◆ **What this task involves**
Below are the records; count how many of their lines hold the string "view" and give the number alone.

◆ **Task inputs**
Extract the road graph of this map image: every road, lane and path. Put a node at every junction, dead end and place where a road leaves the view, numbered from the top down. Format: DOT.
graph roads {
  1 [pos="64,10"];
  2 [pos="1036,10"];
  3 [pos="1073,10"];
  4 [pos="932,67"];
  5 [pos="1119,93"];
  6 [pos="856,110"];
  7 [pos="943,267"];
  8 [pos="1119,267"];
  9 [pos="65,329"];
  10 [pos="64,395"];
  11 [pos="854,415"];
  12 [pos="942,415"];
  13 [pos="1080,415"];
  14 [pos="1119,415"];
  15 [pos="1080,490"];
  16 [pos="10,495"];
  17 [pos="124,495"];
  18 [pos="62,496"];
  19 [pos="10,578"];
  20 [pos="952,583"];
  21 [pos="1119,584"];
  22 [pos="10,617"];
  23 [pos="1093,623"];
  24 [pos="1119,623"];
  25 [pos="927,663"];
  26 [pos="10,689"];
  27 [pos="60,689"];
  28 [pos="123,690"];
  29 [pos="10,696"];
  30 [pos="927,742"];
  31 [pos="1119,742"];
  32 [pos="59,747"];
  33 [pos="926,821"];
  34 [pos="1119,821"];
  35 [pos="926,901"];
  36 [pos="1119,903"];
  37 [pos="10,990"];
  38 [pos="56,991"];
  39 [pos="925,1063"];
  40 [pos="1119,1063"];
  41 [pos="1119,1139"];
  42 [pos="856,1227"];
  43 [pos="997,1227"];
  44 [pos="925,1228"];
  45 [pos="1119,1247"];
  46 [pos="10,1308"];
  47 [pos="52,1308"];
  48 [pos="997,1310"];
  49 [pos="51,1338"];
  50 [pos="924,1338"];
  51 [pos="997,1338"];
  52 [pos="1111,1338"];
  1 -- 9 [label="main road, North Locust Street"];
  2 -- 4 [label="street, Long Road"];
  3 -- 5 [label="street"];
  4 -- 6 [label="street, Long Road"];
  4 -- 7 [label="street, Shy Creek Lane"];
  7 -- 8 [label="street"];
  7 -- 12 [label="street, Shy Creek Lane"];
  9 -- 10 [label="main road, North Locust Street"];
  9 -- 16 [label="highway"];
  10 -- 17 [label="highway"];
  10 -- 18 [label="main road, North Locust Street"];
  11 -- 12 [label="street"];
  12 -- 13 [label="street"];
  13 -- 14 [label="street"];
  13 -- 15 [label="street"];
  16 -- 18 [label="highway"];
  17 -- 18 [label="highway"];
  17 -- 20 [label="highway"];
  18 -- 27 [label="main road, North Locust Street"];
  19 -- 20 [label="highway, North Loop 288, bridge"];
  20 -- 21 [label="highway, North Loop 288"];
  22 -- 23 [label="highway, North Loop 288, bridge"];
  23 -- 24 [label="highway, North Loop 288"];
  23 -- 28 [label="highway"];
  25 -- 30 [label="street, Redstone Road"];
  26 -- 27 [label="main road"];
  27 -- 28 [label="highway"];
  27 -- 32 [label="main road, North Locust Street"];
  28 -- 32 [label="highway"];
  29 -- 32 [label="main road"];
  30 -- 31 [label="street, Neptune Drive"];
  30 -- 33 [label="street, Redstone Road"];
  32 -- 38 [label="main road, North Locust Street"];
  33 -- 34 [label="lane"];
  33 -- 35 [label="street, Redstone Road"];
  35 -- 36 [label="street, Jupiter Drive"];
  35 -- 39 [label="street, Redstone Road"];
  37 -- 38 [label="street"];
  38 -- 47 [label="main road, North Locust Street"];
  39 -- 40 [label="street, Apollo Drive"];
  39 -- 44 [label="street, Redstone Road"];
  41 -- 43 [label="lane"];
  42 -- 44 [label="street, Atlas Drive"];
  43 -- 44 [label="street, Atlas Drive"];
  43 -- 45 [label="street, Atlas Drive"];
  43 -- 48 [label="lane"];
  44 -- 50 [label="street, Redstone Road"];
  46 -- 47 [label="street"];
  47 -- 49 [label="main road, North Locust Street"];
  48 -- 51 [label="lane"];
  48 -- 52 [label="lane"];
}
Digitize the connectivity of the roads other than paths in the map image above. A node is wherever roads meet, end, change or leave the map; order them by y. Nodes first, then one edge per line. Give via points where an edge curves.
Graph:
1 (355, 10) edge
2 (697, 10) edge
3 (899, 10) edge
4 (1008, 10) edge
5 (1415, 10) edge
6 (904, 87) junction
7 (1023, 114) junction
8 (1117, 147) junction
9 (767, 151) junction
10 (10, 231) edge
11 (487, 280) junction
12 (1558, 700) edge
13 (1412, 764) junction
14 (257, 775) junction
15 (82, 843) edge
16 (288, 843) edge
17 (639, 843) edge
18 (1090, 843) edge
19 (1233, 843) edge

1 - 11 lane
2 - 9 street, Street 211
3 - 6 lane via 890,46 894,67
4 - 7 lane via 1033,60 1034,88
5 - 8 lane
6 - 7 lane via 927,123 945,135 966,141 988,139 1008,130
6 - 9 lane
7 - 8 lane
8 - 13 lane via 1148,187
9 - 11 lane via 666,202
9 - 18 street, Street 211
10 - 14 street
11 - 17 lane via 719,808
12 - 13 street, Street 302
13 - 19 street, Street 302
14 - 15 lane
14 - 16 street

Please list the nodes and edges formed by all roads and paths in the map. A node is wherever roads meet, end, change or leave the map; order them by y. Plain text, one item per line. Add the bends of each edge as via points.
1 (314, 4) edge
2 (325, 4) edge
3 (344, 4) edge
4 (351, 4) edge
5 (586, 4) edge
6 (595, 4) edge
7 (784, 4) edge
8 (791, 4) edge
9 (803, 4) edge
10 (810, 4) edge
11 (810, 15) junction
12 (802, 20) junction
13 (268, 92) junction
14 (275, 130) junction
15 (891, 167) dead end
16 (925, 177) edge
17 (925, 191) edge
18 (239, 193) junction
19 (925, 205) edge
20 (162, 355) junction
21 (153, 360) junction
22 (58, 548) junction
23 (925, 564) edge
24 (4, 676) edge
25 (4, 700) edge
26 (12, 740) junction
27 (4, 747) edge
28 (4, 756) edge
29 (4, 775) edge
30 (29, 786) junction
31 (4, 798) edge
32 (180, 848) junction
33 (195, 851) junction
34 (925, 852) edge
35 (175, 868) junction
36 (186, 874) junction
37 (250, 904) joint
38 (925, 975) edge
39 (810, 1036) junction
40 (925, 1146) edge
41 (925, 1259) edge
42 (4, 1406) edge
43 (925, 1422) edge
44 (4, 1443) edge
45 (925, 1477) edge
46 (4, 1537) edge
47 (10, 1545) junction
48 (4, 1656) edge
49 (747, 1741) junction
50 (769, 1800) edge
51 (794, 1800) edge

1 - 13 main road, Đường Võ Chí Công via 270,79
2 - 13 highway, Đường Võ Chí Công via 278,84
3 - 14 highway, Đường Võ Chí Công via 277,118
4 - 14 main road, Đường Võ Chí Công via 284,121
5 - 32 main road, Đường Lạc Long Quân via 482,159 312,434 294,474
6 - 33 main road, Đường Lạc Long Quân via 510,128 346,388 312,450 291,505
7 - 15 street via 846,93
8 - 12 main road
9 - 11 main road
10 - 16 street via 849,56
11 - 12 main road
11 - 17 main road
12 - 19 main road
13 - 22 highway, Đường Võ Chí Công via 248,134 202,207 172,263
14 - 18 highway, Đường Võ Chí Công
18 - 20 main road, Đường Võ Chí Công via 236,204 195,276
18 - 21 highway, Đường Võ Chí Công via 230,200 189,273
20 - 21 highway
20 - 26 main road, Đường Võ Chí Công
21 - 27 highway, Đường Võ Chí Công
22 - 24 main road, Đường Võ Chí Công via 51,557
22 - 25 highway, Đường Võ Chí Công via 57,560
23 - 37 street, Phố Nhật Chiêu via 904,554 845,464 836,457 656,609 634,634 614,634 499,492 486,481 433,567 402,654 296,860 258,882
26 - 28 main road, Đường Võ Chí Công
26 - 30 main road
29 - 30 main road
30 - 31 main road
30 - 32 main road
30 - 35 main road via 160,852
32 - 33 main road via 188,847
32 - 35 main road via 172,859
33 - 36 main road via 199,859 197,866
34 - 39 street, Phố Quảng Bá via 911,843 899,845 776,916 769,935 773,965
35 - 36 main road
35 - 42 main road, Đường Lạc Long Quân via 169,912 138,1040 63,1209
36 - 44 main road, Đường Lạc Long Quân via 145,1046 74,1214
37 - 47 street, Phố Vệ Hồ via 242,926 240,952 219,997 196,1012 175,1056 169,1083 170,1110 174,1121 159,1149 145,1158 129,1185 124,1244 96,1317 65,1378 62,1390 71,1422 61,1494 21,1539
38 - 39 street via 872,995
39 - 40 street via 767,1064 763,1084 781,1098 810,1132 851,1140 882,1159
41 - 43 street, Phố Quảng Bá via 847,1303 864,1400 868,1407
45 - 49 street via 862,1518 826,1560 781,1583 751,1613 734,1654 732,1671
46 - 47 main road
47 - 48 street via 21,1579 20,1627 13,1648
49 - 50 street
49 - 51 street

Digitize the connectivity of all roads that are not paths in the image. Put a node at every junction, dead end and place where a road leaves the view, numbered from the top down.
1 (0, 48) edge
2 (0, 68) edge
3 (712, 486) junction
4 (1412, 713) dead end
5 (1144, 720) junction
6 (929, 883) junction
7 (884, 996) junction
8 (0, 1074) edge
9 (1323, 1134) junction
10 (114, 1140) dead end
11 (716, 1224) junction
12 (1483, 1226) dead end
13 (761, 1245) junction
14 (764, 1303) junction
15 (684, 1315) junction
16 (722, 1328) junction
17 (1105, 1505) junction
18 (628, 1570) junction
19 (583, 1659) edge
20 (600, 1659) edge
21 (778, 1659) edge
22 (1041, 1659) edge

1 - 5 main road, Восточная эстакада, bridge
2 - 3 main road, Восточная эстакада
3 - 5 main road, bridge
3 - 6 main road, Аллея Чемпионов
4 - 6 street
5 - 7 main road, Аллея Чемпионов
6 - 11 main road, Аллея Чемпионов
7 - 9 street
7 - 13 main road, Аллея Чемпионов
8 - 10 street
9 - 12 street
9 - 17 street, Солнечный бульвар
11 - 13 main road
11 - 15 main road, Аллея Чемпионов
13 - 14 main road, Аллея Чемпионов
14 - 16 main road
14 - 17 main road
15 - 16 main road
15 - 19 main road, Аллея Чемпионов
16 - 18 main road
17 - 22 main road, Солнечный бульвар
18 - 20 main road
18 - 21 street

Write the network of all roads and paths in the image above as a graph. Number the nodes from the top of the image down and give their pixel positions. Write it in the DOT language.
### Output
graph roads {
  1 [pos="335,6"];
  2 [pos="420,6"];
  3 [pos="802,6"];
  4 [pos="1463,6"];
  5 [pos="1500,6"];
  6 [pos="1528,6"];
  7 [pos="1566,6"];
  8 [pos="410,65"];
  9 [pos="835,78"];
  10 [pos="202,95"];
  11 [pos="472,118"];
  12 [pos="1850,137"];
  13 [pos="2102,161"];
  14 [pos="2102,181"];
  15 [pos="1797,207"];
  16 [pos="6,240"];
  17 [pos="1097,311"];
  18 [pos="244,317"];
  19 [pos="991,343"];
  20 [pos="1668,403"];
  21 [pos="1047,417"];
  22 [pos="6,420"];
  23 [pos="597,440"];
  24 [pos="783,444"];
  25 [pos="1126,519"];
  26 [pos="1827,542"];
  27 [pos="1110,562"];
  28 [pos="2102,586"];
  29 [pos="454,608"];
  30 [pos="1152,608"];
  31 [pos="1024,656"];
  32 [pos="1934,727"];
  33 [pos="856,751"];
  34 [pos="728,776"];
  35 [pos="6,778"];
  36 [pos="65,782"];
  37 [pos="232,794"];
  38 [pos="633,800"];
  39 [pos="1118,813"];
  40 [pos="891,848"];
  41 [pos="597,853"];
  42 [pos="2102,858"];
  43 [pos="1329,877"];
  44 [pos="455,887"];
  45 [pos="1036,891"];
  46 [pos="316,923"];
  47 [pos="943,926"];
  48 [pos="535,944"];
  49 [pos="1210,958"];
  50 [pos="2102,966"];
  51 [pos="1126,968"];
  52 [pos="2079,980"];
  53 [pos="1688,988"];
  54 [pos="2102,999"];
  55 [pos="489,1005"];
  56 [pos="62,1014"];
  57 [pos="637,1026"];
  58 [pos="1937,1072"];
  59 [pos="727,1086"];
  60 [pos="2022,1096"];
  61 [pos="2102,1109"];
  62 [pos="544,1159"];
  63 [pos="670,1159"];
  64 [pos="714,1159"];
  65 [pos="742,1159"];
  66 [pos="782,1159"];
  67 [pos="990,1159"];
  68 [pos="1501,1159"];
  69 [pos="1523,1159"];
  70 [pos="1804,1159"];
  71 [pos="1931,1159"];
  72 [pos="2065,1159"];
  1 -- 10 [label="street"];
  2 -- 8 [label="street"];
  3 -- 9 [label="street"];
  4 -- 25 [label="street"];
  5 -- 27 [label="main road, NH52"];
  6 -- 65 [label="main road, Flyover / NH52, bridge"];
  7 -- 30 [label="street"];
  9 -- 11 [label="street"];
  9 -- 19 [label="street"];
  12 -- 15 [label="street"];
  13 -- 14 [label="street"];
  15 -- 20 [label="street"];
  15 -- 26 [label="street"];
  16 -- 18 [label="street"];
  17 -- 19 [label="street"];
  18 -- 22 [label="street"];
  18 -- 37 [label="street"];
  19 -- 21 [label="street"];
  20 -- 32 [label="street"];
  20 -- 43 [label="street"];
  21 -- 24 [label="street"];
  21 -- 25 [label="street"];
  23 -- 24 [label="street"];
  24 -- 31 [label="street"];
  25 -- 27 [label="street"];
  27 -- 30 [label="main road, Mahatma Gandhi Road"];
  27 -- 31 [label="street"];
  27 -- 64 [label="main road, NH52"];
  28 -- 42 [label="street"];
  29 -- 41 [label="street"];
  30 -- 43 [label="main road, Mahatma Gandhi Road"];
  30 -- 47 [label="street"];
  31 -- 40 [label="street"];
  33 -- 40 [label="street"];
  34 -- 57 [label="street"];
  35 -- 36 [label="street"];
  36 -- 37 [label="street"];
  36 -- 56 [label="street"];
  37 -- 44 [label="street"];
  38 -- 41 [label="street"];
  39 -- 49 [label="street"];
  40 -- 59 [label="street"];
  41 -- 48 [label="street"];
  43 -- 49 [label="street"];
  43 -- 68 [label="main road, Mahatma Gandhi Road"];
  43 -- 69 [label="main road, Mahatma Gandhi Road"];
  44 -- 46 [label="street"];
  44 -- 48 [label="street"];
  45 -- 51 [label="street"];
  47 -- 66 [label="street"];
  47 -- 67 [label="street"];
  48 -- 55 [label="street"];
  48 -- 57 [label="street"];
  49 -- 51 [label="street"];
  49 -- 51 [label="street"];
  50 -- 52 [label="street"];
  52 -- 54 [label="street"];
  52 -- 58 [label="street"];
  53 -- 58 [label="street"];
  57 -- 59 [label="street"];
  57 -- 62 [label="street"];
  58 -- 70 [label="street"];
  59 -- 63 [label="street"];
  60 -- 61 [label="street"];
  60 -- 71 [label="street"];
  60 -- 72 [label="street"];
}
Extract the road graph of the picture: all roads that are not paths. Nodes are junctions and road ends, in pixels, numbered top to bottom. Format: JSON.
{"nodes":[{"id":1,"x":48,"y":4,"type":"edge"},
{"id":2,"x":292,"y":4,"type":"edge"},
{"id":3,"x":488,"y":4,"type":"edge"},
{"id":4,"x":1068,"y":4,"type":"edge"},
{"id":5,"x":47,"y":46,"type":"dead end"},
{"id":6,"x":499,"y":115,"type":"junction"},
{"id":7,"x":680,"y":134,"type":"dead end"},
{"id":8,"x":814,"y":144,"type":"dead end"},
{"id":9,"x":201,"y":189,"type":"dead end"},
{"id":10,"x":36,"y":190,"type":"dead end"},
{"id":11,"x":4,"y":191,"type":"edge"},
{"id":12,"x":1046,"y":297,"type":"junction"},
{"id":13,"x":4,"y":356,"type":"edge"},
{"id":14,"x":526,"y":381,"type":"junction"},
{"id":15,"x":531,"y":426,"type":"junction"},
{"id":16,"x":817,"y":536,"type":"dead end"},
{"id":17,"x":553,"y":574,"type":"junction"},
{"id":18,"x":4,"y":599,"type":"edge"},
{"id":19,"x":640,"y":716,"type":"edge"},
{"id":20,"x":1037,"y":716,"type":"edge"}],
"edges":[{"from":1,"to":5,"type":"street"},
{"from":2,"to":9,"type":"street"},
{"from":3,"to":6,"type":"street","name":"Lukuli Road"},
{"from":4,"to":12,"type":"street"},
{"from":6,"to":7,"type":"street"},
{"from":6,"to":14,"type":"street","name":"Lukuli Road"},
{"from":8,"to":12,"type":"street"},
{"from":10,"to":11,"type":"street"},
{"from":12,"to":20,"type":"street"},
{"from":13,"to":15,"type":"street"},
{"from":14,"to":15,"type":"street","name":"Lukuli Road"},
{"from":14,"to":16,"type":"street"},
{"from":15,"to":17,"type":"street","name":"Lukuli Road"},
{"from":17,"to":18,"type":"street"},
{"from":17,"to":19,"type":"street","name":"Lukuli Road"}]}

◆ **Exercise result**
2